Nyabami earned a bachelor’s degree in integrated science at the University of Nebraska (UNL) with a focus on soil science.
“I really liked soil, so that’s why I continued into soil science for my master’s degree,” she explained.
Cover Crop Research
As a sophomore at UNL, Nyabami worked in a soil physics laboratory. Her research project focused on assessing the impact of cover crops on water erosion.
“Before I came to UF, I knew I wanted to work on cover crops and hopefully for nutrient recycling,” she said. “I worked with my advisor, Dr. Yang Lin, as well as Dr. Gabriel Maltais-Landry to develop a project based on some of their existing opportunities.”
For her master’s thesis, Nyabami conducted a litterbag study and an incubation study to assess nitrogen release from cover crops. She selected different cover crop mixtures using sunn hemp, cowpea, sorghum Sudan grass, and millet. Mixtures included one legume and one grass variety and then all four cover crops together. For the second year, she is focusing on assessing potential soil health benefits of the above cover crops in a vegetable production system.
“We have observed that cover crop mixtures marginally slow down nitrogen loss in the first two weeks,” Nyabami said. “However, they enhance N loss one and two months after cover crop incorporation compared to single species.”
She adds that decomposition and N loss is fast in Florida, “by four months, more than 80% of nitrogen from cover crops is lost.”
Dr. Yang Lin, assistant professor of soil health, is Nyabami’s faculty advisor.
“Precious’s research shows that nitrogen is quickly released from cover crop mixtures and made available to the subsequent cash crop, regardless of the mixture composition,” Lin said. “Cover crop mixtures are a great tool for growers to manage nutrients.”
Nyabami said Dr. Lin has played an important role in her master’s program by providing guidance when she hits an obstacle and being supportive of all her endeavors.
After she completes her degree program this summer, Nyabami plans to work in the United States for two years. After that, she will decide whether she wants to return to Rwanda or try to stay in the U.S.
“Agriculture in Rwanda has a long way to go. Some farmers are against using fertilizer because they think it makes the food taste bad,” she said. “I don’t know if I’ll have a greater impact working here in the U.S. or back home.”

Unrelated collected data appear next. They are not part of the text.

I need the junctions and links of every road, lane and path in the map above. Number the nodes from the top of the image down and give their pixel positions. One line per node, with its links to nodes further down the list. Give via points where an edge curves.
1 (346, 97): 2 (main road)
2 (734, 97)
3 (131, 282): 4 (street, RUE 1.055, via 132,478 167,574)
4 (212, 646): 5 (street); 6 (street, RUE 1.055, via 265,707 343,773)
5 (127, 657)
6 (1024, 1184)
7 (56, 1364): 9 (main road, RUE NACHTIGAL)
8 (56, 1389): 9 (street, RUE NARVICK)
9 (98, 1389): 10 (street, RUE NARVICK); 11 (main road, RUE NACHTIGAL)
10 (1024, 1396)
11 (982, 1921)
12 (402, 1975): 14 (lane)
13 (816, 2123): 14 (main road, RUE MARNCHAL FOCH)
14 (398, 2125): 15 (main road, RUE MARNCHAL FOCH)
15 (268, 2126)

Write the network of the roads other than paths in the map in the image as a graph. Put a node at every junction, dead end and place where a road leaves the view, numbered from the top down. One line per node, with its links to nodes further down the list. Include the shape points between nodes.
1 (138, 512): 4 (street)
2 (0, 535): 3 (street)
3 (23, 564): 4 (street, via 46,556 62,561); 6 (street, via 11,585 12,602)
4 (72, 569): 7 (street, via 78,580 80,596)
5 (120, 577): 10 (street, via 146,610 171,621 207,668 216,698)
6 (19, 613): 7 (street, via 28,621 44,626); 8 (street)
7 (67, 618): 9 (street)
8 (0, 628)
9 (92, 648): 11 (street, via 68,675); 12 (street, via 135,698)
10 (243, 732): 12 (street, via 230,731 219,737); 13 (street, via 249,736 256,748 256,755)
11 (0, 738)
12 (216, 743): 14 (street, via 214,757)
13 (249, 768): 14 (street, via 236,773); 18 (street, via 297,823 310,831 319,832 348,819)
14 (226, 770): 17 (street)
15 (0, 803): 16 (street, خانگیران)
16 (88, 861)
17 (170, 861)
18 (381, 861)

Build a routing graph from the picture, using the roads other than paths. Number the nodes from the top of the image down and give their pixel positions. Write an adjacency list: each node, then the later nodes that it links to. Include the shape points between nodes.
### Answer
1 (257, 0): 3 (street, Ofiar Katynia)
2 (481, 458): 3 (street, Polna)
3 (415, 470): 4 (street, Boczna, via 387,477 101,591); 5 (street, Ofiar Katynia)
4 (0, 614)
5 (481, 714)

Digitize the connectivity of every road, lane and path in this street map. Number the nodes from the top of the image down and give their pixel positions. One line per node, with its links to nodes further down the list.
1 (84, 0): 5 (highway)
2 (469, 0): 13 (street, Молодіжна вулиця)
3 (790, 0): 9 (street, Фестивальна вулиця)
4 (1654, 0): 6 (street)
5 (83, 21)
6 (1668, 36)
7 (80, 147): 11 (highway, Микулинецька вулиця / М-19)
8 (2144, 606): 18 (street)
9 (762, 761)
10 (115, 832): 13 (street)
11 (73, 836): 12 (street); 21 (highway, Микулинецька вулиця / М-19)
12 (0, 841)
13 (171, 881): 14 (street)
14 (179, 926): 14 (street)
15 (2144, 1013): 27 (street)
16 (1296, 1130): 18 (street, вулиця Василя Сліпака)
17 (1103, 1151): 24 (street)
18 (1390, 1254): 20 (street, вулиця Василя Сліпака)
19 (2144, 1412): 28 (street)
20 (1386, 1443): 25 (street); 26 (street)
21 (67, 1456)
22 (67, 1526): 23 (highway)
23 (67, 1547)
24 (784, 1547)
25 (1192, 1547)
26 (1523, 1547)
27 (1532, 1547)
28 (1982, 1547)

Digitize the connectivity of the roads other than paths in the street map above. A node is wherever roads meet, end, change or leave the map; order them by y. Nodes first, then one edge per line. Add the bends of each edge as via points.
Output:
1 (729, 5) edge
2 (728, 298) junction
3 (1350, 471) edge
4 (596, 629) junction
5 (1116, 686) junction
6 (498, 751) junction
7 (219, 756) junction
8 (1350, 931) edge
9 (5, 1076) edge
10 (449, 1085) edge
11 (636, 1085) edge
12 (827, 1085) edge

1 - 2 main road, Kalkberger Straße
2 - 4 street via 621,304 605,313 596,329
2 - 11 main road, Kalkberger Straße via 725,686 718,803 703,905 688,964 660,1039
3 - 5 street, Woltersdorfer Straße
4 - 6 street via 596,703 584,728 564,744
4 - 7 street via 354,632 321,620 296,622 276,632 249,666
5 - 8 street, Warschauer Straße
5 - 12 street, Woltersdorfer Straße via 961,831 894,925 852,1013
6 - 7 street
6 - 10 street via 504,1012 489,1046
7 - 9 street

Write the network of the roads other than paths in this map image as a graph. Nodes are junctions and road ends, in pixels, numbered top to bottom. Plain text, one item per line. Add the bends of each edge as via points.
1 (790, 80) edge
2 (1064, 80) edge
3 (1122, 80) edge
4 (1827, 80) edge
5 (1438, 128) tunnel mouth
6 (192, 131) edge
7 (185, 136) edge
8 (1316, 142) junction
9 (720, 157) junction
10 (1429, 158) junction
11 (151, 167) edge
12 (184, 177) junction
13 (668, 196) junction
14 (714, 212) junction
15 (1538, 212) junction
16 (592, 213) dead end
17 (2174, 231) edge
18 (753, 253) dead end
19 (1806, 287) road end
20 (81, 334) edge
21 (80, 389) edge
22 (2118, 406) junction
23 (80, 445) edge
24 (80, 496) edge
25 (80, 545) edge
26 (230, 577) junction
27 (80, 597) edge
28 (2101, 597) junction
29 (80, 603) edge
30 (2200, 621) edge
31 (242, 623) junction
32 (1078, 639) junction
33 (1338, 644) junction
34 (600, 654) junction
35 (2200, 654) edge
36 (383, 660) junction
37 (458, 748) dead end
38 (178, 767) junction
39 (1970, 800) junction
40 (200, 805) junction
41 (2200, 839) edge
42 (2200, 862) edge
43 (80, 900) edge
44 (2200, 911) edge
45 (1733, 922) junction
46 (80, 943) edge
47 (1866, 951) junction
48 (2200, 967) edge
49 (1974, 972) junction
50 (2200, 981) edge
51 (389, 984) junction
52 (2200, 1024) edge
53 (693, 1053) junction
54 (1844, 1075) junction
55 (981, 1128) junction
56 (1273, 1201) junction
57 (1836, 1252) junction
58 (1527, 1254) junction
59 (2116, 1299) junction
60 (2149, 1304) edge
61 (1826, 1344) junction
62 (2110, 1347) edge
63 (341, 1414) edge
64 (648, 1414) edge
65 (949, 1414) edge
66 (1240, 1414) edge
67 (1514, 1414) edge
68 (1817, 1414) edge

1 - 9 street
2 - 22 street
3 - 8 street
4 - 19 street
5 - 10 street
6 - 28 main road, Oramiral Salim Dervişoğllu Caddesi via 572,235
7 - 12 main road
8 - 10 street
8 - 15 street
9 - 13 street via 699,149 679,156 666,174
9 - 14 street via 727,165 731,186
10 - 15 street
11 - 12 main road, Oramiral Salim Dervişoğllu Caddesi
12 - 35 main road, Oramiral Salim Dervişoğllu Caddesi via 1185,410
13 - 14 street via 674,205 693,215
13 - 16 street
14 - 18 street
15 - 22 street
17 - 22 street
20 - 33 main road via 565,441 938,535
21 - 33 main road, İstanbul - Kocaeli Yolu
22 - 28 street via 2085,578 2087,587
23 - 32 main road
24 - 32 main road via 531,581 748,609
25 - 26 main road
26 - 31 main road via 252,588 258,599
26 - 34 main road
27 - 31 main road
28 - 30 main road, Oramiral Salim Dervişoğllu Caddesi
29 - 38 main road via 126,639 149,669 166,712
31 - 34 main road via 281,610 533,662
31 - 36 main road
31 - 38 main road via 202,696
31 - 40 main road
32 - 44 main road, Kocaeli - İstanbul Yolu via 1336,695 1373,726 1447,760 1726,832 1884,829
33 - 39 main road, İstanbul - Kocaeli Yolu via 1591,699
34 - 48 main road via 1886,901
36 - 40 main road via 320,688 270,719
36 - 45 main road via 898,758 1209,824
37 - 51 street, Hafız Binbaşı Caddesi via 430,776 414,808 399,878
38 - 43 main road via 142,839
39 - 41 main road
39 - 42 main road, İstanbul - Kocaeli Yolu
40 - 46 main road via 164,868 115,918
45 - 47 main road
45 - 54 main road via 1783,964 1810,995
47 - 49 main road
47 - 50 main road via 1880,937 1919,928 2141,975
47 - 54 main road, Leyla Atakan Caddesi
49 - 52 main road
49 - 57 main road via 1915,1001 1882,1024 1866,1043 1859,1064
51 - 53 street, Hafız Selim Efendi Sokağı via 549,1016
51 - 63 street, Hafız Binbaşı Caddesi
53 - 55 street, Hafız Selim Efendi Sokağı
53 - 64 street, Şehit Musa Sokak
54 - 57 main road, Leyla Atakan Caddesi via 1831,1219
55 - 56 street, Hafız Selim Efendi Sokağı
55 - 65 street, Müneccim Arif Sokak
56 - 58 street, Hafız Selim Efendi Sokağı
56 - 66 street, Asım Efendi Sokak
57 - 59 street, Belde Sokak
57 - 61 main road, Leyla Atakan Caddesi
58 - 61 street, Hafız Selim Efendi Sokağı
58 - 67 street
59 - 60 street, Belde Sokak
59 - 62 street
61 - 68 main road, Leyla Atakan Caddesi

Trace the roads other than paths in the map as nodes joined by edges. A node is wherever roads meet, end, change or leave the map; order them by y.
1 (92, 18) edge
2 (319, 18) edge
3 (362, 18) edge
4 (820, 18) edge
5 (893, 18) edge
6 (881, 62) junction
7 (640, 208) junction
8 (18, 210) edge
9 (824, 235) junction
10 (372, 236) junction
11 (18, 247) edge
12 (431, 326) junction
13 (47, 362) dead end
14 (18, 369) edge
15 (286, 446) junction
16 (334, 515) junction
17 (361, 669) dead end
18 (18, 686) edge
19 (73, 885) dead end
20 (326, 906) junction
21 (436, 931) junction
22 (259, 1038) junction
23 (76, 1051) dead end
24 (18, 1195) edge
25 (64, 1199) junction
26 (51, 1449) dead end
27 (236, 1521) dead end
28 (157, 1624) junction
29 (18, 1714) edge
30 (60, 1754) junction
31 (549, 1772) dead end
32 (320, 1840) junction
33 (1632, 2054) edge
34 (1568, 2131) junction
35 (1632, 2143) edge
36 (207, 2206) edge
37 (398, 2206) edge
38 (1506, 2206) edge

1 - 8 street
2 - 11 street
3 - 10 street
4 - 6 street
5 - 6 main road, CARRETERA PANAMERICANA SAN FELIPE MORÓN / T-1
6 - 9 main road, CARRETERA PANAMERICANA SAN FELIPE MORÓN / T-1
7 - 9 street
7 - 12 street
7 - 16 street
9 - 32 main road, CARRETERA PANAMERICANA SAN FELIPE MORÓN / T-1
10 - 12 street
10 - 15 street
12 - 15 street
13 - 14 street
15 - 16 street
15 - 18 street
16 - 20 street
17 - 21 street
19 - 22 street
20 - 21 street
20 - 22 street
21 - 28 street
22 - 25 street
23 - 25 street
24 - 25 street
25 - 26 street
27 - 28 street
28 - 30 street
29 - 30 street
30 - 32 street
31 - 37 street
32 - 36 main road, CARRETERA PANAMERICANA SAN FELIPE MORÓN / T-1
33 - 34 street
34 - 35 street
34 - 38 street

Either way, she has a sense for what her ideal job is.
“A job that requires a strong science background, but with a lot of interaction with people,” she explained. “It could be in extension or outreach or the non-profit world. I want to find out what the stakeholder needs and bring the science or solutions to them.”
Nyabami is ending her master’s degree program on an unexpected high note. The VoLo Foundation awarded her its 2022 Vista Award for her graduate research. In particular, the Foundation was interested in the ability of cover crops to sequester carbon. Nyabami says doing so would offset greenhouse gas emissions and improve soil health.
“The cover crops take in carbon dioxide and store it in their stems and roots,” she explained. “That becomes available to soil microorganisms, which eventually benefits the soil.”
The award comes with a $10,000 prize to further develop the project. Nyabami also presented her research at the VoLo Foundation’s Climate Correction™ 2022 conference in March.
She encourages other graduate students to put themselves out there and try for similar awards or opportunities.
“I would say, go for it. Doubting if you deserve it and thinking that there are people more qualified than you is normal,” Nyabami said. “I have learned that we miss 100% of the chances we do not take.”